Nothing is right! Yet may be I am a little too radical.

I am Angry that people have labels, that there are these defining lines that say I belong here and you belong there and may be I like you but you are still over there. The only definition we can try to squeeze in is HUMAN. And at this point even this is questionable.

When I love you, I don't love you because of your nationality, color, gender identity or sexual preference. I don't Love you because you went so a fancy school or have a cool job, I don't Love you because of where you buy your shoes or the brand of beer you drink. I love you because you are you. Because you make my heart sing. And YOU, your essence, cannot be fit into a word. YOU cannot be defined. ME cannot be defined.
How do you define where I end and You begin.
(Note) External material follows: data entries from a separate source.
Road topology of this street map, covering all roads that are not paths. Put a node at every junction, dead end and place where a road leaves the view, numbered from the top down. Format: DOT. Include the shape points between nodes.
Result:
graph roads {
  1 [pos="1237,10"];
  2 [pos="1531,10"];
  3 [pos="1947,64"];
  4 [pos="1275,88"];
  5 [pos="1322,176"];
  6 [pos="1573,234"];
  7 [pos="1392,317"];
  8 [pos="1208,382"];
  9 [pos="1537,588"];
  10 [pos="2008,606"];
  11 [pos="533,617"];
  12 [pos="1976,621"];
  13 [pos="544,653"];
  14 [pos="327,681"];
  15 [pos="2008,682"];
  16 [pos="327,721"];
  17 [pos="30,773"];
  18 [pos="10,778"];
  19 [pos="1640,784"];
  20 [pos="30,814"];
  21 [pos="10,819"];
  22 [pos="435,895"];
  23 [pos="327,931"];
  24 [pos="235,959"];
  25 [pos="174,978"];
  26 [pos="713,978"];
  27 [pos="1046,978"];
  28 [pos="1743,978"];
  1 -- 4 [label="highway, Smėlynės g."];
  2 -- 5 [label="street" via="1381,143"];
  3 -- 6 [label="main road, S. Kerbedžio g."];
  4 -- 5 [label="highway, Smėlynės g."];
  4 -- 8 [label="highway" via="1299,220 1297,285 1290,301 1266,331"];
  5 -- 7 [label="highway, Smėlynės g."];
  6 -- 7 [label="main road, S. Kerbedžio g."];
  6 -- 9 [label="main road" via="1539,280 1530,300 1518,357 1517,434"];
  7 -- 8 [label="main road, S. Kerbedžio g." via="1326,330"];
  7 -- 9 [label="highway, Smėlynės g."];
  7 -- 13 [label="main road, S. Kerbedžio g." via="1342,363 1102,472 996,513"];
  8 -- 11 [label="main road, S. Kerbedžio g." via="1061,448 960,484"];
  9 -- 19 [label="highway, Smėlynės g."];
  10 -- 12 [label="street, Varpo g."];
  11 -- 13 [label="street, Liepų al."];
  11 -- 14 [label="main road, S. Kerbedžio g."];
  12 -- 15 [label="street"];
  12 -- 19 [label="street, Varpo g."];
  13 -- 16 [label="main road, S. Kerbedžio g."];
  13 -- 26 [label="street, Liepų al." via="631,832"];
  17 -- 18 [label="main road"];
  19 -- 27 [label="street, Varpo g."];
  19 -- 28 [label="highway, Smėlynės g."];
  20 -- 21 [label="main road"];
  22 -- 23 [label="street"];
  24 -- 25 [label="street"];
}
And this is why I am Angry. We Have exchanged our authenticity for labels and definitions.
We have lost ourselves.

We allow this broken system to run our lives and we do nothing.
We post rants and moving pictures on social media, we speak angry words, and sign petitions... and we continue our little lives just as they are. Nothing has really changed.
In a few weeks this too will subside, until the next time and the next time and the next time.... for how long?

I don't wish for Bandaids, for littles fixes here and there that cover the bigger leaks.

I want change. I want radical change.
What does that look like? I have no clue.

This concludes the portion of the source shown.